Here are the four test cases that were run and their corresponding run times:
spark-submit --driver-memory 2g --class MovieLensALS --master local[4] movielens-als_2.10-0.1.jar movies movies/test.dat (16 minutes 11 seconds)
spark-submit --driver-memory 2g --class MovieLensALS --master local[36] movielens-als_2.10-0.1.jar movies movies/test.dat (11 minutes 35 seconds)
spark-submit --driver-memory 8g --class MovieLensALS --master local[36] movielens-als_2.10-0.1.jar movies movies/test.dat (7 minutes 40 seconds)
spark-submit --driver-memory 16g --class MovieLensALS --master local[36] movielens-als_2.10-0.1.jar movies movies/test.dat (8 minutes 14 seconds)
Figures 2 and 3 show observed CPU metrics during the first and second tests, respectively. Figure 2 shows that the CPU is underutilized and the user can add more work, if the rest of the system is similarly underutilized. The CPU frequency slows down often, supporting the thesis that the CPU will not be the limiter of performance. Figure 3 shows that the test utilizes the CPU more due to an increase in number of threads, but there is still significant headroom. Moreover, it is interesting to see that by increasing the number of threads we also decreased the CPI rate, as shown in the CPI chart of Figure 3.
Figure 2. Overview of CPU usage in Test 1.
Figure 3. Overview of CPU usage in Test 2.
Figure 4. Memory read/write throughput on Socket 0 for Test 1.
The increase in number of threads also increased the number of memory accesses, when you compare Figures 4 and 5. This is an expected behavior and is verified by the data collected by Platform Profiler.
Figures 6 and 7 show L1 and L2 miss rates per instruction for Tests 1 and 2, respectively. Increasing the number of threads in Test 2 drastically decreased L1 and L2 miss rates, as depicted in Figure 7. We found out that the application incurs less CPI rate and less L1 and L2 miss rate when you run the code with more threads, which means that once data is loaded from the memory to caches a fairly good amount of data reuse happens, which benefits the overall performance.
Figure 6. L1 and L2 miss rate per instruction for Test 1.
Figure 7. L1 and L2 miss rate per instruction for Test 2.
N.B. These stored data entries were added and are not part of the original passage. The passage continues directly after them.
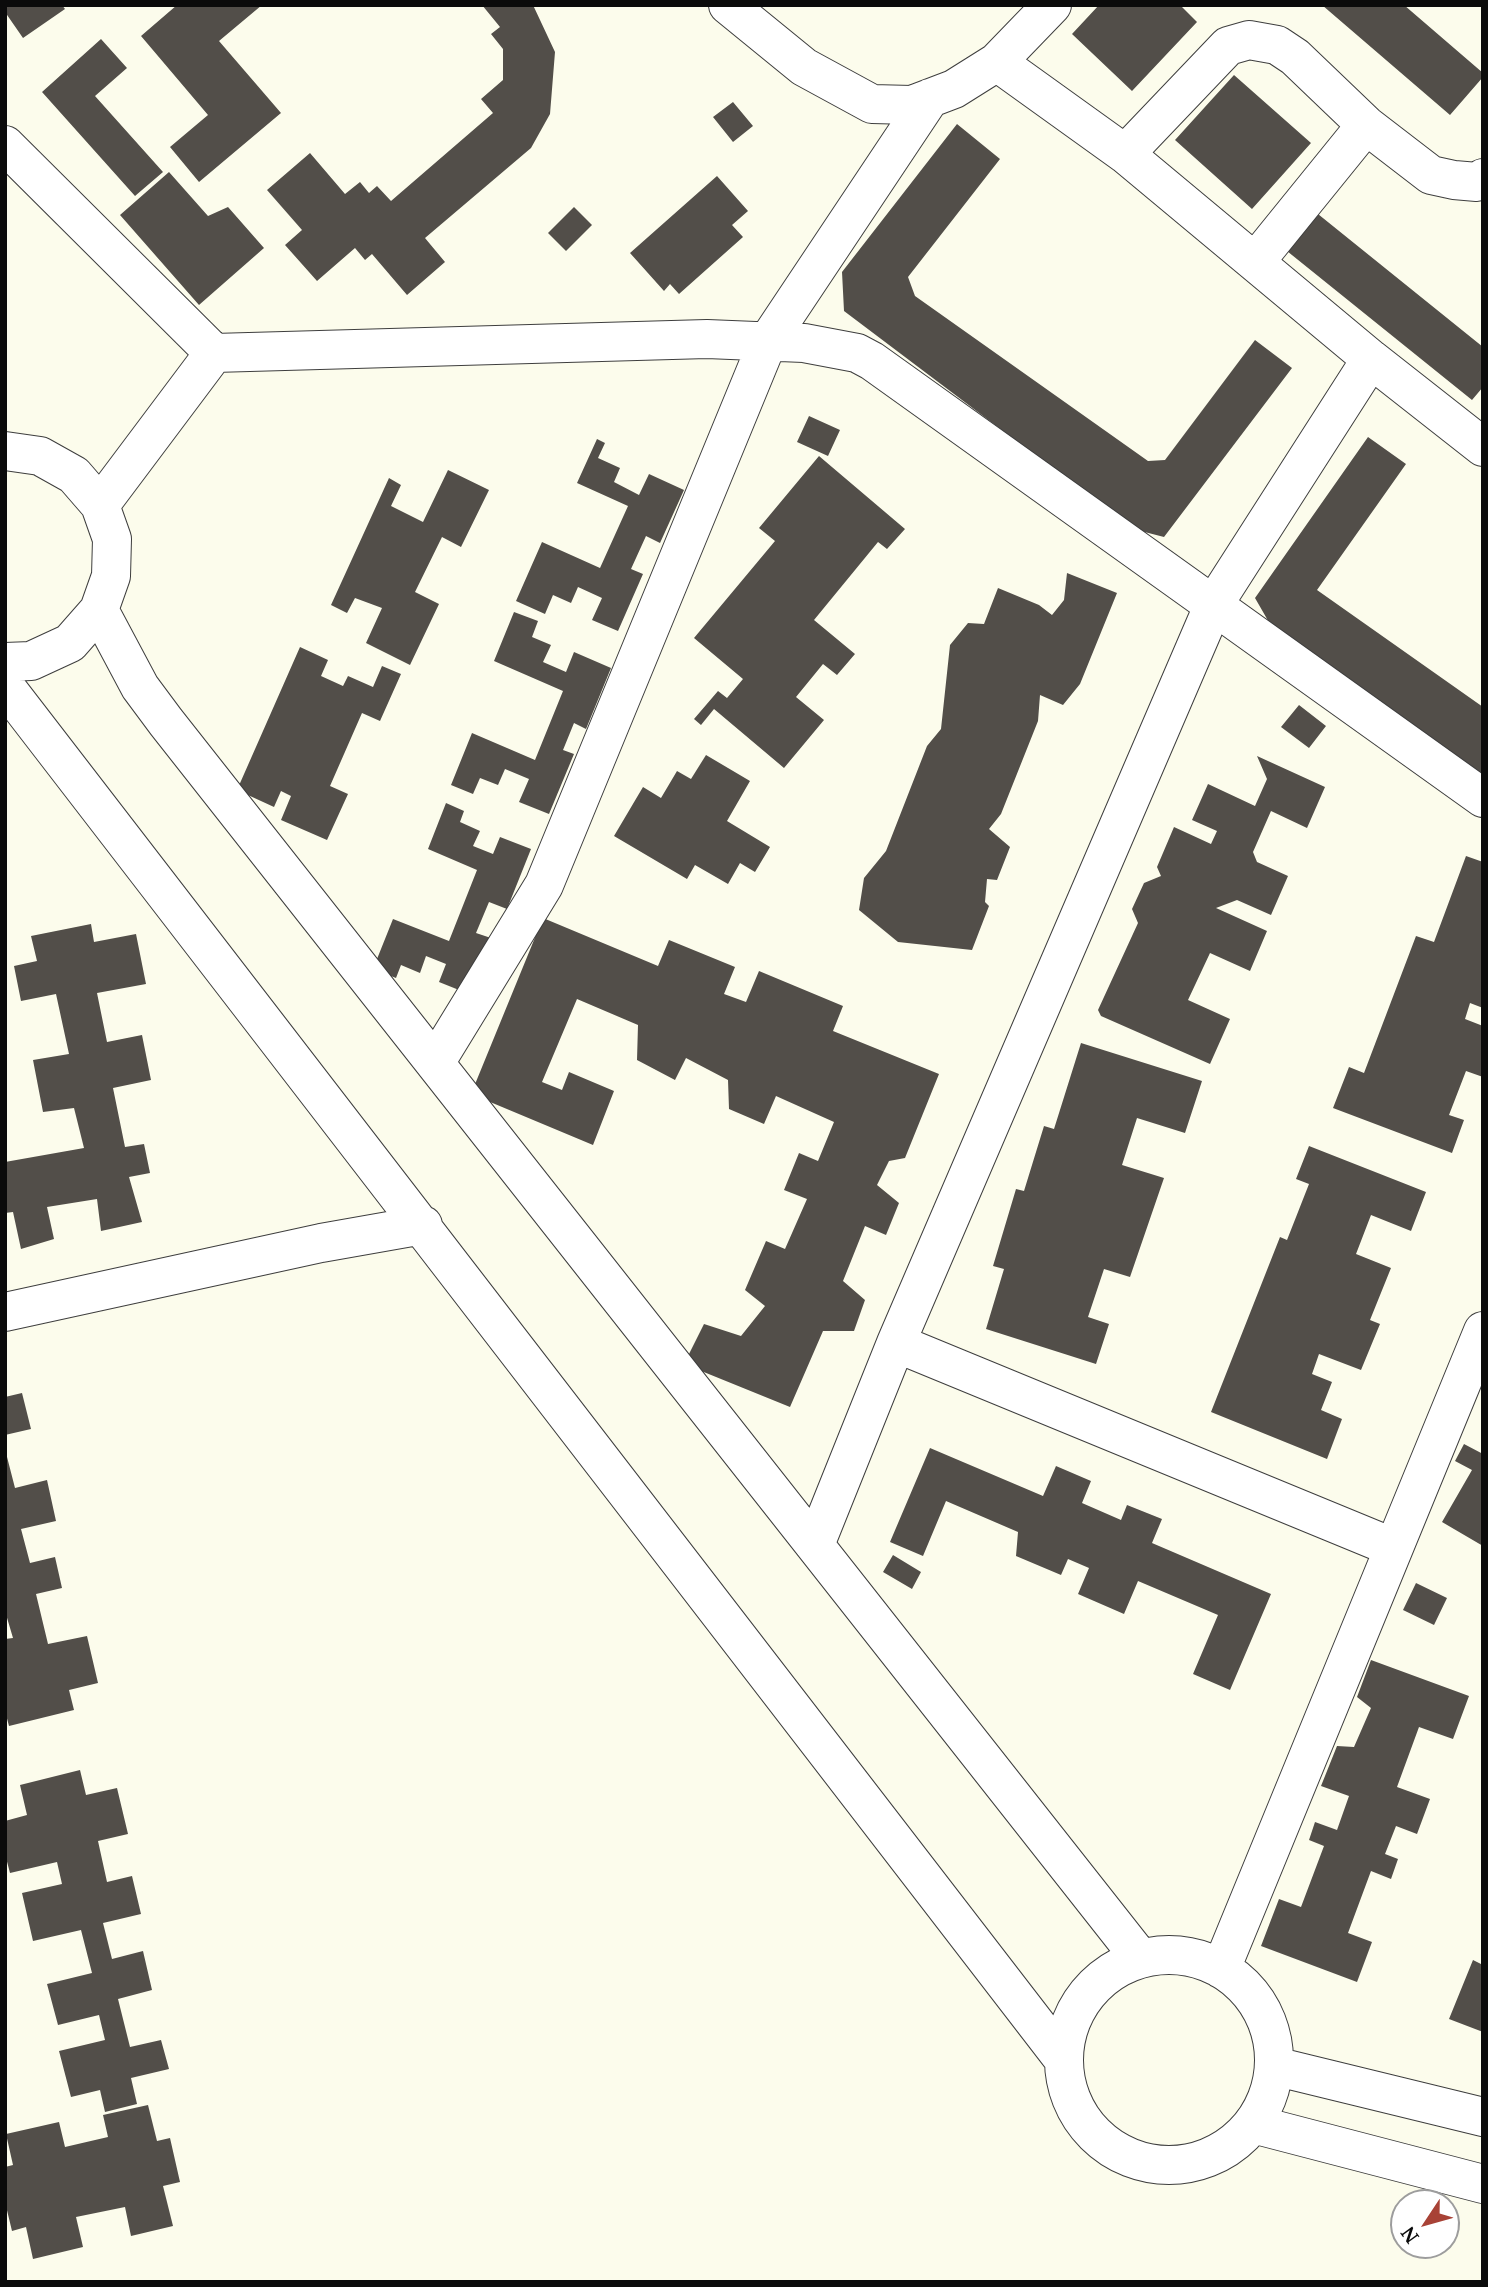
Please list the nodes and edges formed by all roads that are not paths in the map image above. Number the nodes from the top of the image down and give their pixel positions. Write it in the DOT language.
graph roads {
  1 [pos="728,5"];
  2 [pos="1052,5"];
  3 [pos="997,62"];
  4 [pos="930,98"];
  5 [pos="1366,125"];
  6 [pos="5,145"];
  7 [pos="1125,155"];
  8 [pos="1483,178"];
  9 [pos="1255,262"];
  10 [pos="768,341"];
  11 [pos="214,353"];
  12 [pos="1371,359"];
  13 [pos="1483,447"];
  14 [pos="5,451"];
  15 [pos="100,505"];
  16 [pos="1214,604"];
  17 [pos="99,610"];
  18 [pos="5,662"];
  19 [pos="5,685"];
  20 [pos="1483,798"];
  21 [pos="435,1063"];
  22 [pos="423,1225"];
  23 [pos="5,1312"];
  24 [pos="1483,1331"];
  25 [pos="896,1343"];
  26 [pos="815,1545"];
  27 [pos="1392,1547"];
  28 [pos="1140,1958"];
  29 [pos="1221,1969"];
  30 [pos="1063,2059"];
  31 [pos="1274,2066"];
  32 [pos="1483,2117"];
  33 [pos="1253,2124"];
  34 [pos="1483,2184"];
  1 -- 4 [label="street"];
  2 -- 3 [label="street"];
  3 -- 4 [label="street"];
  3 -- 7 [label="street"];
  4 -- 10 [label="street"];
  5 -- 7 [label="street"];
  5 -- 8 [label="street"];
  5 -- 9 [label="street"];
  6 -- 11 [label="street"];
  7 -- 9 [label="street"];
  9 -- 12 [label="street"];
  10 -- 11 [label="street"];
  10 -- 16 [label="street"];
  10 -- 21 [label="street"];
  11 -- 15 [label="street"];
  12 -- 13 [label="street"];
  12 -- 16 [label="street"];
  14 -- 15 [label="street"];
  15 -- 17 [label="street"];
  16 -- 20 [label="street"];
  16 -- 25 [label="street"];
  17 -- 18 [label="street"];
  17 -- 21 [label="street"];
  19 -- 22 [label="street"];
  21 -- 26 [label="street"];
  22 -- 23 [label="street"];
  22 -- 30 [label="street"];
  24 -- 27 [label="street"];
  25 -- 26 [label="street"];
  25 -- 27 [label="street"];
  26 -- 28 [label="street"];
  27 -- 29 [label="street"];
  28 -- 29 [label="street"];
  28 -- 30 [label="street"];
  29 -- 31 [label="street"];
  30 -- 33 [label="street"];
  31 -- 32 [label="street"];
  31 -- 33 [label="street"];
  33 -- 34 [label="street"];
}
Figure 8 shows the memory usage chart for Test 3. Similar memory usage patterns are observed for all other tests as well; that is, used memory is between 15-25 percent, whereas cached memory is between 45-60 percent. Spark caches its intermediate results in memory for later processing, hence we see high utilization of cached memory.
Figure 8. Memory utilization overview for Test 3.
Finally, Figures 9-12 show the disk utilization overview for all four test runs. As the amount of work has increased across the four test runs, the data shows that a faster disk improves the performance of the tests. The number of bytes transacted is not a lot, but the I/O operations (iops) are spending significant time waiting for completion. This can be seen by the Queue Depth chart. If the user is unable to change the disk then adding more threads would help to tolerate the disk access latency.
Figure 9. Disk utilization overview for Test 1.
Figure 10. Disk utilization overview for Test 2.
Figure 11. Disk utilization overview for Test 3.
Figure 12. Disk utilization overview for Test 4.
Summary
Using Platform Profiler, I was able to understand the execution behavior of the movie recommendation workload and observe how certain performance metrics change across a different number of threads and driver memory settings. Moreover, I was surprised to find out that a lot of disk write operations happen during the execution of the workload, since Spark applications are designed to run in memory. In order to investigate the code further, I will proceed with running VTune Amplifier's Disk I/O analysis to find out the details behind the disk I/O performance.